The district has reserves of about $10.1 million, which is $1.5 million more than its entire budget for this fiscal year. But officials say the district will be operating at a structural deficit this year and that without additional revenue, will burn through its remaining reserves in six years.
“Like many other local government agencies, we are being squeezed by rising costs and relatively stagnant revenue,” said Phil Smith, the district’s general manager. “The district has for some years been trimming budgets and operations.”
At least one member of the district’s board of trustees, however, is opposed to the district’s strategy.
“I think it’s important that folks understand what they’re voting for,” said Frank Egger, who represents the town of Fairfax in Marin County. “Sure, we need mosquito services. But to raise this agency’s taxes 59 percent is more than I can support.”
The proposed assessment, which requires a simple majority for passage, would amount to $12.86 in the first year for a single-family homeowner. Adding in other current taxes tied to the agency would bring the total annual amount for mosquito-fighting and related services to about $35 a year. The agency receives funding through a share of general property tax paid by residents of the two counties and revenue linked to a number of assessments.
Different arrangement
The proposed new assessment would generate an estimated $3.59 million in revenue for the agency in the first year. The assessment could be increased to reflect the rate of inflation in subsequent years, with any increases not to exceed 5 percent annually.
The funding arrangement is different from the last major voter-approved assessment the district secured in 1996. It maxed out last year at $12 for a single-family home.
Smith said the lack of an overall cap on the proposed assessment meant the district wouldn’t “need to bother the voters again with an additional ballot process,” and also spare the district the cost of putting forth a future initiative. He said the district is spending about $415,000 for the current balloting.
The public’s only recourse for addressing future increases under the proposal would be to lobby district trustees, who would be empowered to set the assessed amount.
“The public is welcome to address the board of trustees at any of its regular meetings and also write to them and convey their opinion,” Smith said.
Smith said trustees approved the levy proposal at a public meeting on Feb. 11. But the only subsequent public hearing is at the trustee’s meeting on April 15, after which voting closes. That’s also the same day when many people will be scrambling to file their state and federal income taxes.

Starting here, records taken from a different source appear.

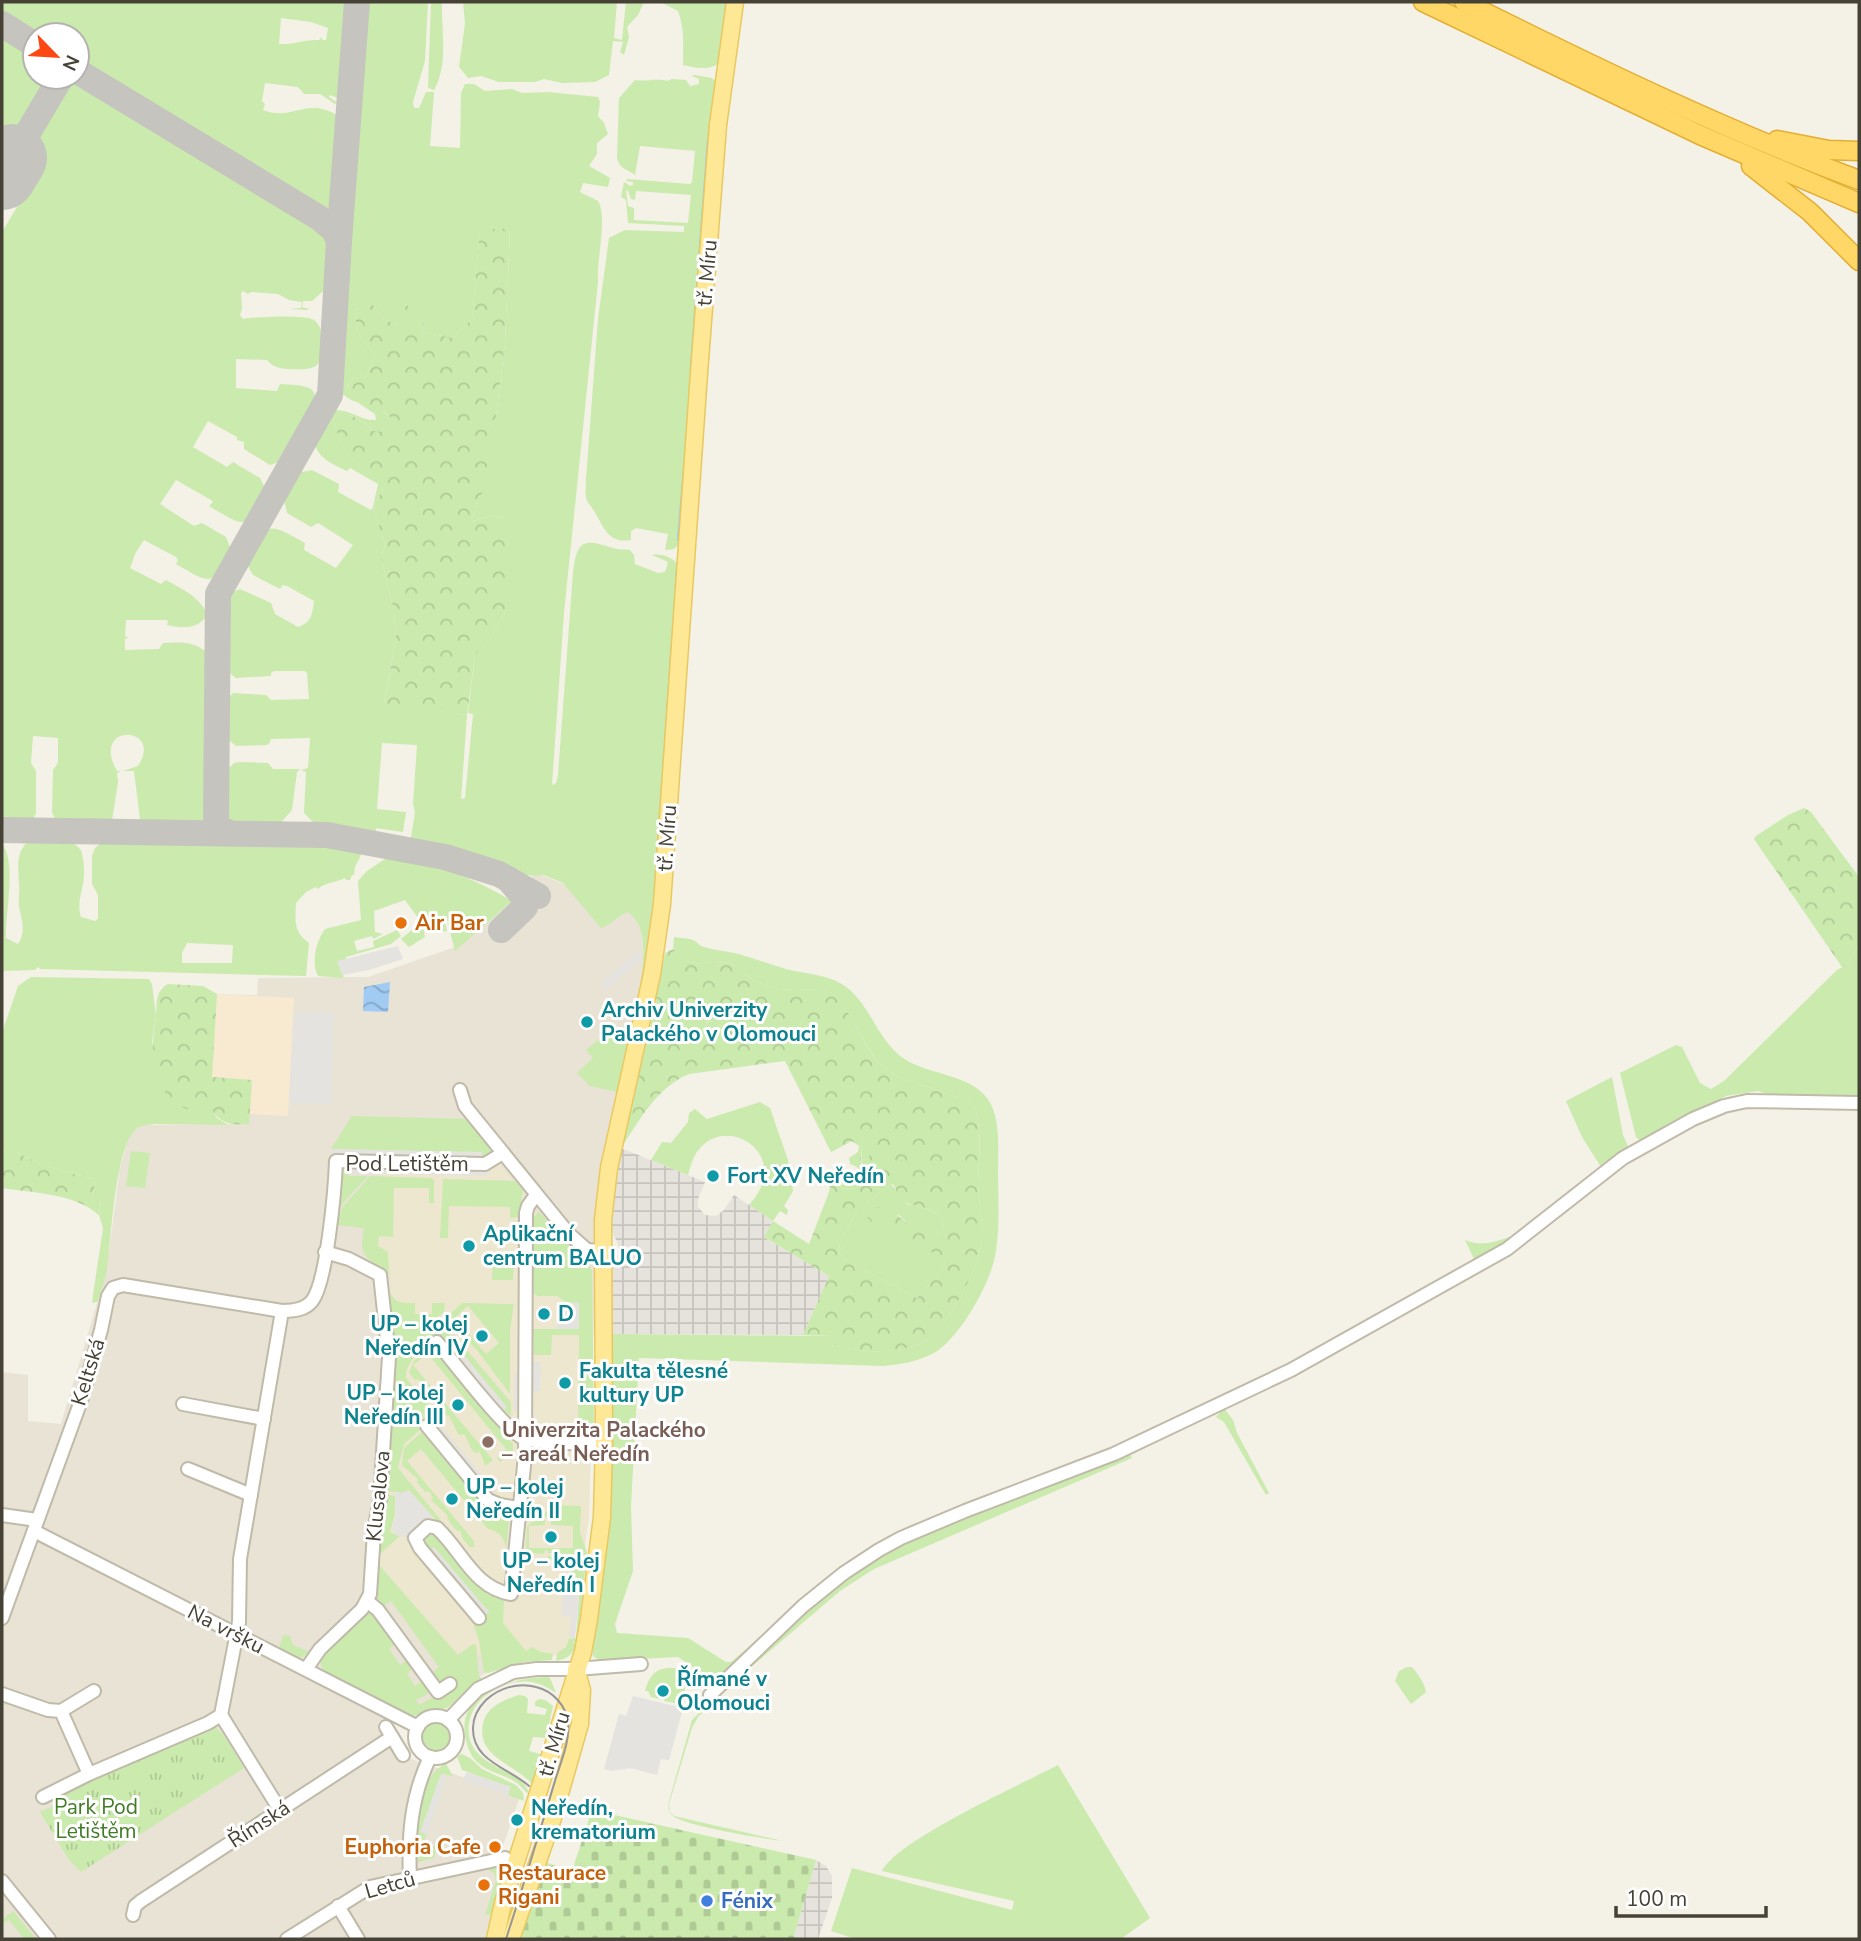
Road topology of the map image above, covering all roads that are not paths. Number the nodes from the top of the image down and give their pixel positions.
1 (735, 2) edge
2 (1423, 2) edge
3 (1464, 2) edge
4 (1727, 127) junction
5 (1700, 135) junction
6 (1859, 151) edge
7 (1859, 180) edge
8 (1859, 203) edge
9 (1859, 261) edge
10 (460, 1090) dead end
11 (1859, 1103) edge
12 (503, 1153) junction
13 (536, 1195) junction
14 (601, 1251) junction
15 (325, 1252) junction
16 (282, 1311) junction
17 (437, 1342) dead end
18 (183, 1404) dead end
19 (264, 1419) junction
20 (428, 1426) dead end
21 (525, 1439) junction
22 (604, 1443) junction
23 (188, 1469) dead end
24 (251, 1495) junction
25 (519, 1508) junction
26 (2, 1515) edge
27 (35, 1525) junction
28 (367, 1601) junction
29 (2, 1618) edge
30 (479, 1618) dead end
31 (237, 1635) junction
32 (641, 1664) dead end
33 (306, 1669) junction
34 (576, 1670) junction
35 (450, 1685) dead end
36 (94, 1691) dead end
37 (2, 1693) edge
38 (710, 1695) dead end
39 (61, 1711) junction
40 (221, 1715) junction
41 (448, 1720) junction
42 (418, 1727) junction
43 (403, 1755) dead end
44 (430, 1757) junction
45 (89, 1774) junction
46 (43, 1797) dead end
47 (280, 1810) junction
48 (505, 1858) dead end
49 (410, 1878) junction
50 (2, 1881) edge
51 (338, 1906) junction
52 (134, 1914) dead end
53 (49, 1939) edge
54 (287, 1939) edge
55 (358, 1939) edge
56 (495, 1939) edge
57 (511, 1939) edge

1 - 14 main road, tř. Míru
2 - 5 highway
3 - 4 highway
4 - 6 highway
4 - 7 highway
5 - 8 highway
5 - 9 highway
10 - 12 street
11 - 38 street
12 - 13 street
12 - 15 street, Pod Letištěm
13 - 14 street
13 - 21 street
14 - 22 main road, tř. Míru
15 - 16 street, Pod Letištěm
15 - 28 street, Klusalova
16 - 19 street
16 - 27 street, Keltská
17 - 21 street
18 - 19 street
19 - 24 street
20 - 25 street
21 - 22 street
21 - 25 street
22 - 34 main road, tř. Míru
23 - 24 street
24 - 31 street
25 - 30 street
26 - 27 street, Na vršku
27 - 29 street, Keltská
27 - 31 street, Na vršku
28 - 33 street
28 - 35 street
31 - 33 street, Na vršku
31 - 40 street
32 - 34 street
33 - 42 street, Na vršku
34 - 41 street
34 - 56 main road, tř. Míru
34 - 57 main road, tř. Míru
36 - 39 street
37 - 39 street
39 - 45 street
40 - 45 street
40 - 47 street
41 - 42 street
41 - 44 street
42 - 44 street
43 - 47 street, Římská
44 - 49 street
45 - 46 street
47 - 52 street, Římská
48 - 49 street, Letců
49 - 51 street, Letců
50 - 53 street
51 - 54 street, Letců
51 - 55 street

Smith defended the public rollout of the initiative, saying “it’s always a challenge” informing residents in the two counties.
“We try to reach as many people as we can with our relatively lean budget,” he said.
Criticized over spending
The district has faced public criticism in recent years for increasing spending at a time when most government agencies scaled back because of the recession. Critics also said the agency lacked transparency about its finances, committee meetings and memberships.

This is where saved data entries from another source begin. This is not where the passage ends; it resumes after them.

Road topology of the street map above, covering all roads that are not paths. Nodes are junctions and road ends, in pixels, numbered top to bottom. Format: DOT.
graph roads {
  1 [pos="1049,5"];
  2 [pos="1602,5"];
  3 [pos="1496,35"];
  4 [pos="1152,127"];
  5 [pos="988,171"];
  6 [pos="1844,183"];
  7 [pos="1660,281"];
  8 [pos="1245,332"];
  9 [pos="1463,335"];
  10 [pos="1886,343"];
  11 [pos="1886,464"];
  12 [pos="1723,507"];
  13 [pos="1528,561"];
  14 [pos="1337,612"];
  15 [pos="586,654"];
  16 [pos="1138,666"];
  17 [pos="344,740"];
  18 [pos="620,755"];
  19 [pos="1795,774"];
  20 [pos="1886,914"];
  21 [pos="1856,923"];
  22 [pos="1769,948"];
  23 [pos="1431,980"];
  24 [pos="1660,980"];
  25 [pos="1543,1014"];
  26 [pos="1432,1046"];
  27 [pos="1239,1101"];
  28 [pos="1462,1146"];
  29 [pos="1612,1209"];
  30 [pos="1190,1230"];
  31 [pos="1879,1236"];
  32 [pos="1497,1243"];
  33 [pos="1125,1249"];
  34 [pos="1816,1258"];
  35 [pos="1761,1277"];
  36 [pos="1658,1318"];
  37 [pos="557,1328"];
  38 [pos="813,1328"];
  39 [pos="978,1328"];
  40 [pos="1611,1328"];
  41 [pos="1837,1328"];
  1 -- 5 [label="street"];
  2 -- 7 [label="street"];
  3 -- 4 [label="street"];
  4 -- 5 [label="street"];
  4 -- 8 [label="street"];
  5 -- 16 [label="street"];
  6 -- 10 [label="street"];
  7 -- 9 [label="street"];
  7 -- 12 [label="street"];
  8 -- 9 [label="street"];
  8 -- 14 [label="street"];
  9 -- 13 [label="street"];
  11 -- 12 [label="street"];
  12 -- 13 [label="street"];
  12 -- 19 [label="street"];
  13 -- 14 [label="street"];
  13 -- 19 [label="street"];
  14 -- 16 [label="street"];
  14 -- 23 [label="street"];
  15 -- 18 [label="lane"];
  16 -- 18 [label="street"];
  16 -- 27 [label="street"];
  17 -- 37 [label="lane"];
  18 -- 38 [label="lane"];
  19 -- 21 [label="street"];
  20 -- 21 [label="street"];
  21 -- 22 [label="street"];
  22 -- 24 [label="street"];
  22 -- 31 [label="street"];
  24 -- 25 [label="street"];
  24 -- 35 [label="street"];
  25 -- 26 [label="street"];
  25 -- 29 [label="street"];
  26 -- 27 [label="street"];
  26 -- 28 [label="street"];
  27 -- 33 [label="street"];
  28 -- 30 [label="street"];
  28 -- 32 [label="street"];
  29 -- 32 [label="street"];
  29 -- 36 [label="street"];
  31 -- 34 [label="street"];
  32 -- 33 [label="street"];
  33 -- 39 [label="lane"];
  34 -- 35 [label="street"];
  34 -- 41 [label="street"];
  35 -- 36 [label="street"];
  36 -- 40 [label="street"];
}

The district was cited in a 2013 Marin County Civil Grand Jury report as having the highest unfunded retiree health care liabilities among the city, county, school and special district agencies that did not have a plan in place to pay down the expenses. The district’s amount totaled $12.03 million.
Smith, who was hired in 2012, said the district has made progress addressing costs. He said the unfunded pension liability of $7.34 million is expected to decrease next year because of favorable investment returns, and that the district is on a 17-year catch-up plan to eliminate the unfunded liability.